The current state of instructable hacking videos on YouTube
This new policy doesn’t come out of nowhere. There is no shortage of videos on the platform that clearly show criminal behavior such as tutorials for cracking software which may contain serial numbers or links to cracking tools.
There are also many purely educational videos on the platform that can be seen as a form of awareness training for users.
The problem with the new policy arises out of two factors:
There is a large grey area between the two extremes. A video demonstrating a basic hacking technique like SQL injection against a prepared target is clearly educational. However it also teaches a skill that can easily be abused once mastered. Our estimates are that around 20% of hacking videos are purely malicious and purely educational respectively with the remaining 60% of contents falling into the above grey area.
YouTube heavily relies on automatic content moderation. With thousands of hours of content uploaded every day, the company struggles to perform manual human reviews of all of their contents. As such, it uses automatic content classification at several points in time.
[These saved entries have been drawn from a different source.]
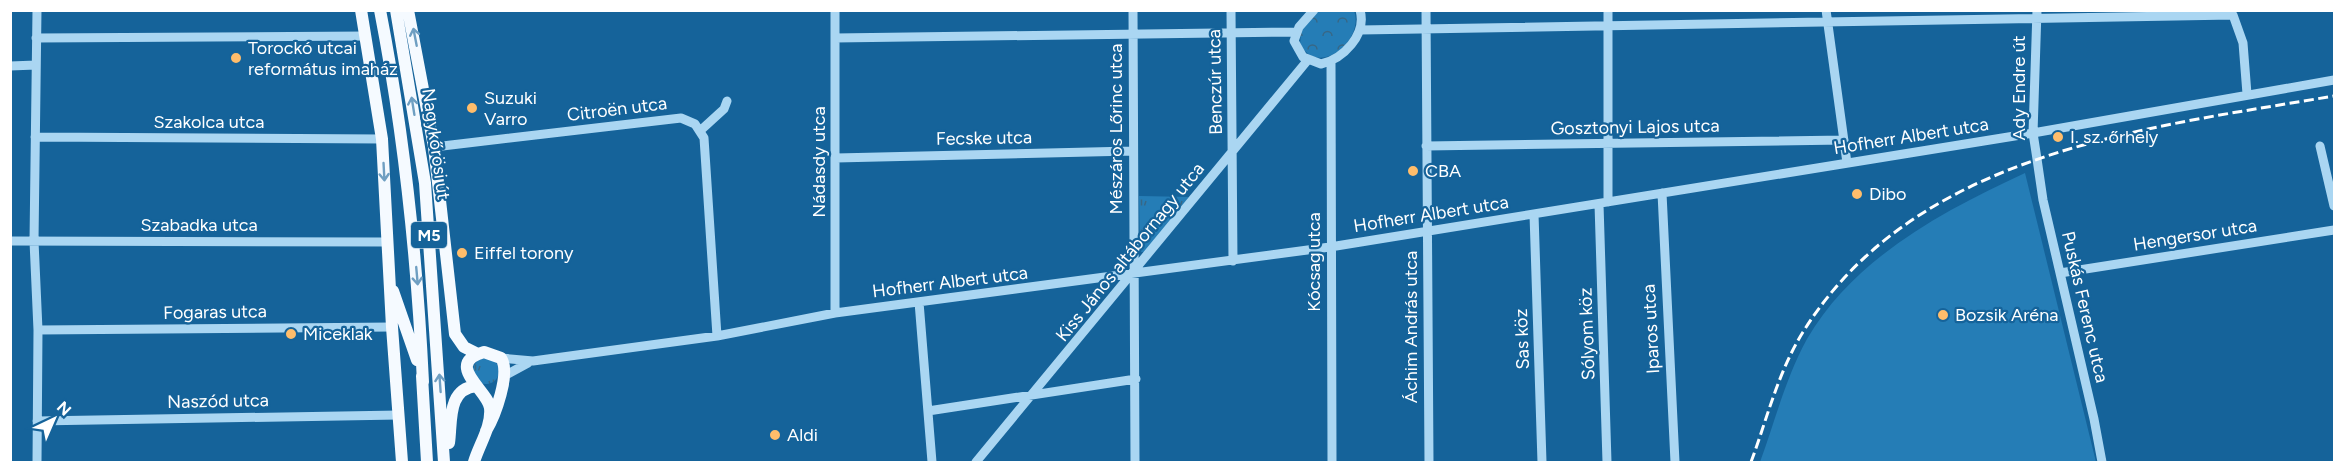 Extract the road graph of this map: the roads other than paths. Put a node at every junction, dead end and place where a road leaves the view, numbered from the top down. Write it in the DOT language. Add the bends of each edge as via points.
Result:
graph roads {
  1 [pos="37,10"];
  2 [pos="361,10"];
  3 [pos="380,10"];
  4 [pos="396,10"];
  5 [pos="408,10"];
  6 [pos="835,10"];
  7 [pos="1133,10"];
  8 [pos="1230,10"];
  9 [pos="1314,10"];
  10 [pos="1360,10"];
  11 [pos="1426,10"];
  12 [pos="1608,10"];
  13 [pos="1826,10"];
  14 [pos="2036,13"];
  15 [pos="2235,13"];
  16 [pos="1827,22"];
  17 [pos="1608,26"];
  18 [pos="1426,27"];
  19 [pos="1360,30"];
  20 [pos="1132,32"];
  21 [pos="1230,32"];
  22 [pos="1296,32"];
  23 [pos="366,36"];
  24 [pos="36,38"];
  25 [pos="835,38"];
  26 [pos="1307,61"];
  27 [pos="1330,62"];
  28 [pos="36,65"];
  29 [pos="10,66"];
  30 [pos="2334,80"];
  31 [pos="2247,94"];
  32 [pos="727,101"];
  33 [pos="701,130"];
  34 [pos="2033,133"];
  35 [pos="35,137"];
  36 [pos="382,139"];
  37 [pos="1844,140"];
  38 [pos="1608,144"];
  39 [pos="1426,146"];
  40 [pos="2320,146"];
  41 [pos="434,147"];
  42 [pos="1132,151"];
  43 [pos="1233,152"];
  44 [pos="836,158"];
  45 [pos="2037,159"];
  46 [pos="1847,163"];
  47 [pos="1662,194"];
  48 [pos="1604,203"];
  49 [pos="2334,206"];
  50 [pos="1534,214"];
  51 [pos="2334,230"];
  52 [pos="1427,232"];
  53 [pos="10,241"];
  54 [pos="34,241"];
  55 [pos="388,242"];
  56 [pos="1330,247"];
  57 [pos="1233,261"];
  58 [pos="2060,273"];
  59 [pos="1133,275"];
  60 [pos="389,282"];
  61 [pos="919,302"];
  62 [pos="835,313"];
  63 [pos="392,327"];
  64 [pos="38,330"];
  65 [pos="717,336"];
  66 [pos="478,354"];
  67 [pos="501,358"];
  68 [pos="530,362"];
  69 [pos="504,378"];
  70 [pos="1136,379"];
  71 [pos="423,382"];
  72 [pos="476,387"];
  73 [pos="1034,395"];
  74 [pos="928,411"];
  75 [pos="399,415"];
  76 [pos="37,421"];
  77 [pos="486,431"];
  78 [pos="37,462"];
  79 [pos="402,462"];
  80 [pos="427,462"];
  81 [pos="445,462"];
  82 [pos="474,462"];
  83 [pos="932,462"];
  84 [pos="976,462"];
  85 [pos="1135,462"];
  86 [pos="1332,462"];
  87 [pos="1429,462"];
  88 [pos="1542,462"];
  89 [pos="1607,462"];
  90 [pos="1675,462"];
  91 [pos="2102,462"];
  1 -- 24 [label="street"];
  2 -- 23 [label="main road"];
  3 -- 71 [label="main road, Nagykőrösi út / M5, one-way" via="404,156"];
  81 -- 4 [label="main road, Nagykőrösi út / M5, one-way" via="425,183"];
  41 -- 5 [label="main road, one-way"];
  6 -- 25 [label="street, Nádasdy utca"];
  7 -- 20 [label="street, Mészáros Lőrinc utca"];
  8 -- 21 [label="street, Benczúr utca"];
  9 -- 22 [label="street"];
  10 -- 19 [label="street"];
  11 -- 18 [label="street, Áchim András utca"];
  12 -- 17 [label="street, Sólyom köz"];
  13 -- 16 [label="street"];
  14 -- 15 [label="street"];
  14 -- 16 [label="street"];
  14 -- 34 [label="street, Ady Endre út"];
  15 -- 31 [label="street" via="2243,43"];
  16 -- 17 [label="street"];
  16 -- 37 [label="street"];
  17 -- 18 [label="street"];
  17 -- 38 [label="street, Sólyom köz"];
  18 -- 19 [label="street"];
  18 -- 39 [label="street, Áchim András utca"];
  19 -- 27 [label="street" via="1347,49"];
  20 -- 21 [label="street"];
  20 -- 25 [label="street"];
  20 -- 42 [label="street, Mészáros Lőrinc utca"];
  21 -- 22 [label="street"];
  21 -- 43 [label="street, Benczúr utca"];
  22 -- 26 [label="street" via="1295,47"];
  23 -- 24 [label="street"];
  23 -- 36 [label="main road"];
  24 -- 28 [label="street"];
  25 -- 44 [label="street, Nádasdy utca"];
  26 -- 27 [label="street"];
  26 -- 43 [label="street, Kiss János altábornagy utca"];
  27 -- 56 [label="street, Kócsag utca"];
  28 -- 29 [label="street"];
  28 -- 35 [label="street"];
  30 -- 31 [label="street, Hofherr Albert utca"];
  31 -- 34 [label="street, Hofherr Albert utca"];
  32 -- 33 [label="street" via="724,109"];
  33 -- 41 [label="street, Citroën utca" via="681,118"];
  33 -- 65 [label="street"];
  34 -- 45 [label="street, Ady Endre út"];
  34 -- 46 [label="street, Hofherr Albert utca"];
  35 -- 36 [label="street, Szakolca utca"];
  35 -- 54 [label="street"];
  36 -- 55 [label="main road, one-way"];
  37 -- 38 [label="street, Gosztonyi Lajos utca"];
  37 -- 46 [label="street"];
  38 -- 39 [label="street, Gosztonyi Lajos utca"];
  38 -- 48 [label="street, Sólyom köz"];
  39 -- 52 [label="street, Áchim András utca"];
  40 -- 49 [label="street"];
  41 -- 66 [label="main road" via="455,334 464,347"];
  42 -- 44 [label="street, Fecske utca"];
  42 -- 59 [label="street, Mészáros Lőrinc utca"];
  43 -- 57 [label="street, Benczúr utca"];
  43 -- 59 [label="street, Kiss János altábornagy utca"];
  44 -- 62 [label="street, Nádasdy utca"];
  45 -- 58 [label="street, Puskás Ferenc utca"];
  46 -- 47 [label="street, Hofherr Albert utca"];
  47 -- 48 [label="street, Hofherr Albert utca"];
  47 -- 90 [label="street, Iparos utca"];
  48 -- 50 [label="street, Hofherr Albert utca"];
  48 -- 89 [label="street, Sólyom köz"];
  50 -- 52 [label="street, Hofherr Albert utca"];
  50 -- 88 [label="street, Sas köz"];
  51 -- 58 [label="street, Hengersor utca"];
  52 -- 56 [label="street, Hofherr Albert utca"];
  52 -- 87 [label="street, Áchim András utca"];
  53 -- 54 [label="street, Szabadka utca"];
  54 -- 55 [label="street, Szabadka utca"];
  54 -- 64 [label="street"];
  55 -- 60 [label="main road"];
  56 -- 57 [label="street, Hofherr Albert utca"];
  56 -- 86 [label="street, Kócsag utca"];
  57 -- 59 [label="street, Hofherr Albert utca"];
  58 -- 91 [label="street, Puskás Ferenc utca"];
  59 -- 61 [label="street, Hofherr Albert utca"];
  59 -- 70 [label="street, Mészáros Lőrinc utca"];
  59 -- 73 [label="street, Kiss János altábornagy utca"];
  60 -- 63 [label="main road"];
  60 -- 71 [label="main road" via="408,327"];
  61 -- 62 [label="street, Hofherr Albert utca"];
  61 -- 74 [label="street"];
  62 -- 65 [label="street, Hofherr Albert utca"];
  63 -- 64 [label="street, Fogaras utca"];
  63 -- 75 [label="main road"];
  64 -- 76 [label="street"];
  65 -- 68 [label="street, Hofherr Albert utca"];
  66 -- 67 [label="main road" via="490,352"];
  66 -- 72 [label="main road" via="468,368 469,379"];
  67 -- 68 [label="street, Hofherr Albert utca"];
  67 -- 69 [label="main road"];
  68 -- 69 [label="street, Hofherr Albert utca"];
  69 -- 72 [label="main road" via="492,389"];
  69 -- 77 [label="main road" via="496,411"];
  70 -- 73 [label="street"];
  70 -- 85 [label="street, Mészáros Lőrinc utca"];
  71 -- 80 [label="main road, M5"];
  72 -- 77 [label="main road" via="490,407"];
  72 -- 81 [label="main road" via="455,398"];
  73 -- 74 [label="street"];
  73 -- 84 [label="street, Kiss János altábornagy utca"];
  74 -- 83 [label="street"];
  75 -- 76 [label="street, Naszód utca"];
  75 -- 79 [label="main road"];
  76 -- 78 [label="street"];
  77 -- 82 [label="main road"];
}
All videos are analyzed for copyright infringement and gross policy violations when uploaded and then analyzed again if they are reported by users. Notably, it is possible for videos to be removed and accounts to be blocked without any human verification. Paired with a notoriously tedious appeals process and the large grey area of information security contents on YouTube, many benevolent contents are likely to be automatically removed in the coming days and months.
The short term impact
The biggest incident within the first 24 hours of the policy change was the partial suspension of a popular educational information security account called Null Byte. It is unclear what particular videos led to the channel being singled out. Overall, it is Reflare’s opinion that the channel clearly fits into the legitimate side of educational information security content. The channel has since been restored by YouTube but this appears to be mostly due to the outcry the suspension caused on social media.
Channels with smaller and less vocal followings, or channels with more controversial contents are significantly less likely to recover.
The long term impact
The coming months will show just how many channels will be suspended under the new rules. If enforcement is reasonable, we expect no major changes. If enforcement is arbitrary or harsh, many channels will move off YouTube while others will stop producing contents altogether. This in turn could well have a negative impact on the available information security workforce into the future since many adolescents currently gain their first understanding of hacking techniques through YouTube. However, it is also reasonable to suspect that such content migrating to other platforms could well balance this out.
The channels moving off YouTube are likely to find several new homes. One group of content creators will look to move their content to PornHub. While that is a seemingly odd choice, this is precisely what happened when YouTube began limiting what gun related contents could be uploaded. A second group will likely migrate to much darker parts of the internet much more clearly related to illegal activities. The last group will turn commercial and host their contents only of for-pay platforms such as udemy. Overall, the quality of freely available information security education would suffer in this scenario.